Na verdade, todos os dias, quando saíam para correr, atraíam muitos olhares, mas normalmente era só curiosidade ou admiração, então Artúria costumava ignorar — afinal, com a fama e a aparência do grupo na ilha, ser alvo de olhares era absolutamente normal.
Mas desta vez era diferente. Desde que saíram, ela sentia alguém os observando o tempo todo. Havia hostilidade clara.
Contudo, alguém tão amador em técnicas de vigilância só poderia ser muito forte para não se importar em ser visto, ou realmente muito ruim.
Zhang Da apostava na segunda opção: “Vamos procurar um lugar mais isolado e ver se conseguimos atrair quem está nos seguindo... Por que tenho a sensação de que já vi esse enredo antes?”
“Porque da última vez os sequestradores fizeram igual, só atacaram quando saímos da cidade.” explicou Artúria. “Mas hoje só percebi duas pessoas. Pode ser que haja mais escondidos.”
“Ah? Então o grupo de hoje é mais profissional que aqueles fracassados da outra vez?” Zhang Da lembrou de um nome. “Será possível que o Biznis voltou?”
Enquanto conversavam, continuaram correndo, apenas ajustando ligeiramente a direção.
Ruimengmeng perguntou: “Chefe, Biznis é aquele sujeito que queria raptar o professor Tom, não é?”
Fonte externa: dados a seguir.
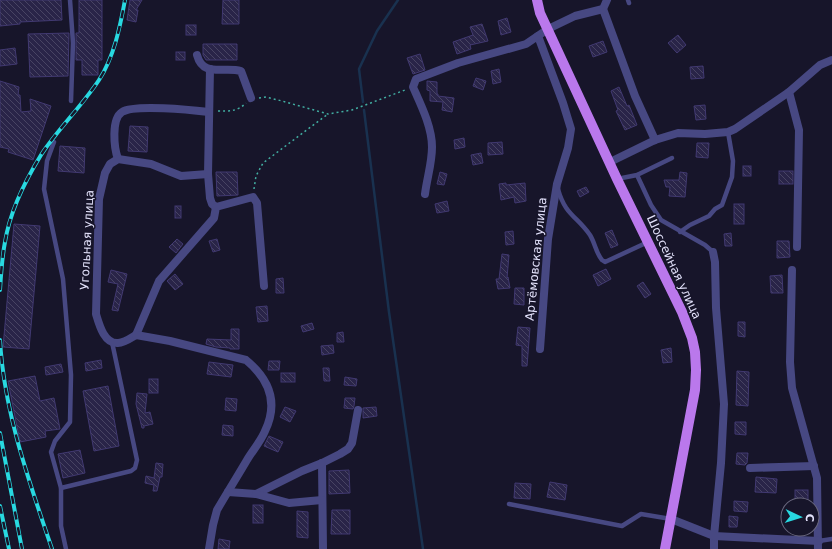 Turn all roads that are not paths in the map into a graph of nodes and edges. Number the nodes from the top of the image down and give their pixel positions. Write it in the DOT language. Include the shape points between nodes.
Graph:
graph roads {
  1 [pos="70,0"];
  2 [pos="537,0"];
  3 [pos="606,0"];
  4 [pos="603,9"];
  5 [pos="548,29"];
  6 [pos="538,36"];
  7 [pos="197,55"];
  8 [pos="832,60"];
  9 [pos="210,69"];
  10 [pos="789,92"];
  11 [pos="251,98"];
  12 [pos="71,101"];
  13 [pos="209,112"];
  14 [pos="728,132"];
  15 [pos="655,140"];
  16 [pos="54,142"];
  17 [pos="672,158"];
  18 [pos="118,159"];
  19 [pos="610,162"];
  20 [pos="208,174"];
  21 [pos="636,175"];
  22 [pos="617,179"];
  23 [pos="556,184"];
  24 [pos="425,194"];
  25 [pos="216,207"];
  26 [pos="680,232"];
  27 [pos="648,242"];
  28 [pos="797,247"];
  29 [pos="713,252"];
  30 [pos="792,270"];
  31 [pos="264,286"];
  32 [pos="136,335"];
  33 [pos="112,342"];
  34 [pos="540,349"];
  35 [pos="358,410"];
  36 [pos="322,463"];
  37 [pos="814,466"];
  38 [pos="750,468"];
  39 [pos="60,488"];
  40 [pos="228,492"];
  41 [pos="256,494"];
  42 [pos="322,500"];
  43 [pos="509,504"];
  44 [pos="671,519"];
  45 [pos="714,536"];
  46 [pos="832,539"];
  47 [pos="819,545"];
  48 [pos="66,549"];
  49 [pos="208,549"];
  50 [pos="324,549"];
  51 [pos="665,549"];
  52 [pos="714,549"];
  1 -- 12 [label="lane" via="73,43"];
  2 -- 5 [label="main road, Шоссейная улица"];
  3 -- 4 [label="street"];
  4 -- 5 [label="street" via="575,16"];
  4 -- 15 [label="street" via="635,96"];
  5 -- 6 [label="street"];
  5 -- 19 [label="main road, Шоссейная улица"];
  6 -- 23 [label="street, Артёмовская улица" via="564,103 571,130"];
  6 -- 24 [label="street" via="526,44 458,63 416,79 413,87 422,108 432,146"];
  7 -- 9 [label="street" via="198,62"];
  8 -- 10 [label="street" via="820,65"];
  9 -- 11 [label="street" via="241,70"];
  9 -- 13 [label="street"];
  10 -- 14 [label="street"];
  10 -- 28 [label="street" via="798,130"];
  13 -- 18 [label="street" via="147,108 124,110 116,124 115,148"];
  13 -- 20 [label="street"];
  14 -- 15 [label="street" via="678,133"];
  14 -- 26 [label="lane" via="732,176 722,205"];
  15 -- 19 [label="street"];
  16 -- 39 [label="lane" via="47,161 44,189 63,279 71,375 70,422 55,441 51,452"];
  17 -- 21 [label="lane"];
  18 -- 20 [label="street" via="151,164 181,176"];
  18 -- 33 [label="street, Угольная улица" via="110,164 105,173 99,199 96,314 100,326"];
  19 -- 22 [label="main road, Шоссейная улица"];
  20 -- 25 [label="street" via="210,198"];
  21 -- 22 [label="lane"];
  21 -- 26 [label="lane" via="660,220"];
  22 -- 27 [label="main road, Шоссейная улица"];
  23 -- 27 [label="lane" via="567,211 590,234 605,262"];
  23 -- 34 [label="street, Артёмовская улица" via="548,239"];
  25 -- 31 [label="street" via="253,197 257,204"];
  25 -- 32 [label="street" via="214,218 159,281"];
  26 -- 29 [label="lane"];
  27 -- 44 [label="main road, Шоссейная улица" via="682,312 695,352 695,390"];
  29 -- 45 [label="street, Шоссейная улица" via="724,404"];
  30 -- 37 [label="street" via="792,388"];
  32 -- 33 [label="street" via="118,343"];
  32 -- 40 [label="street" via="246,360 256,368 269,388 272,410 266,430"];
  33 -- 39 [label="lane" via="137,460 136,468"];
  35 -- 36 [label="street" via="355,436 348,450"];
  36 -- 41 [label="street"];
  36 -- 42 [label="street"];
  37 -- 38 [label="street"];
  37 -- 47 [label="street"];
  39 -- 48 [label="lane" via="61,526"];
  40 -- 41 [label="street"];
  40 -- 49 [label="street" via="217,510"];
  41 -- 42 [label="street" via="289,503"];
  42 -- 50 [label="street"];
  43 -- 44 [label="lane" via="622,526 641,514"];
  44 -- 45 [label="street"];
  44 -- 51 [label="main road, Шоссейная улица"];
  45 -- 47 [label="street"];
  45 -- 52 [label="street, Шоссейная улица"];
  46 -- 47 [label="lane"];
}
“Exatamente. Até hoje não tenho provas concretas, aquele velho é cauteloso demais, espalhou uma porção de pistas falsas, irritante.” Zhang Da rangeu os dentes. “Tomara que sejam mesmo capangas dele, assim aproveitamos e o eliminamos de vez.”
Em pouco tempo, chegaram à praia onde haviam brincado no dia anterior.
Artúria à esquerda, Ruimengmeng à direita, Tom no ombro, Zhang Da cruzou os braços e tentou posar de forma imponente.
Pensou melhor e pôs Tom no chão — o estilo distraído do gato em cima do ombro estragava o clima.
Talvez por esse breve atraso, doze brutamontes armados saltaram antes mesmo de Zhang Da ter pensado em uma frase de efeito.
Ele reparou que a maioria empunhava punhais; dois tinham armas de fogo, outros dois, foices com correntes.
“Ha! Então realmente passaram por aqui. Moleque, hoje é seu dia de azar, entreguem seus corações!”
“E também os fígados, os pâncreas!”
Zhang Da ficou mudo.
Essas frases diziam muito. Pareciam ter investigado sua rotina e planejado a emboscada — ainda que a escolha daquele local tenha sido decidida no último minuto.
Zhang Da perguntou: “Vocês são de um grupo de tráfico de órgãos?”
“Vejo que entendeu. Alguém está interessado nos órgãos de vocês, portanto, é melhor não resistir. Se danificarem, ficaremos em apuros!”
“Vocês...!” Esses caras não jogavam limpo. Antes que Zhang Da terminasse, os dois armados já haviam disparado.
Não eram balas comuns, mas redes de corda. Eles queriam mesmo capturá-los vivos para retirar os órgãos.
Duas lâminas de espada brilharam, cortando as redes. Artúria e Ruimengmeng avançaram e começaram a lutar.
Então, uma foice presa a uma corrente veio de lado em direção a Zhang Da.
Instintivamente, Zhang Da sacou um banquinho dobrável para se defender. A lâmina cravou no assento — que era de madeira, não de ferro, embora fosse da casa de Tom e de boa qualidade, ainda assim havia limites.
O brutamontes puxou a corrente. O assento do banco rangeu e ficou com um sulco profundo antes que a arma retornasse à mão dele.
“Meu banquinho!” Zhang Da lamentou. Depois de tantos sorteios, só tinha aquele e era muito prático. Nunca pensou que se danificaria assim. Devia ter encantado o assento antes.
Irritado, Zhang Da pegou um poste de iluminação e girou. Apesar de não parecer muito forte, manejava com desenvoltura o poste de quatro ou cinco metros, como uma Lin Daiyu arrancando salgueiros pela raiz.
Mas o adversário dessa vez não era dos que caem em um golpe só. O homem segurou a corrente com as duas mãos, tensionando-a para segurar o poste.
Zhang Da era forte, mas a corrente apenas entortou e logo se retesou novamente.
“Você tem algum poder?” O brutamontes se lembrava de que o jovem estava de mãos vazias e, de repente, apareceu com um banco e um poste. Que habilidade era aquela?
Mas não importava. Parecia não ser tão forte assim. Seria uma boa desculpa para pedir um bônus ao contratante. O homem ficou animado e girou a foice novamente.
Zhang Da guardou o poste e sacou a espada de cavaleiro. Dessa vez, teria que lutar a sério.
Enquanto isso, Tom, esquecido num canto, refletia sobre como deveria fazer sua entrada — afinal, com o combate começando tão de repente, Zhang Da nem teve tempo de escolher uma roupa para ele.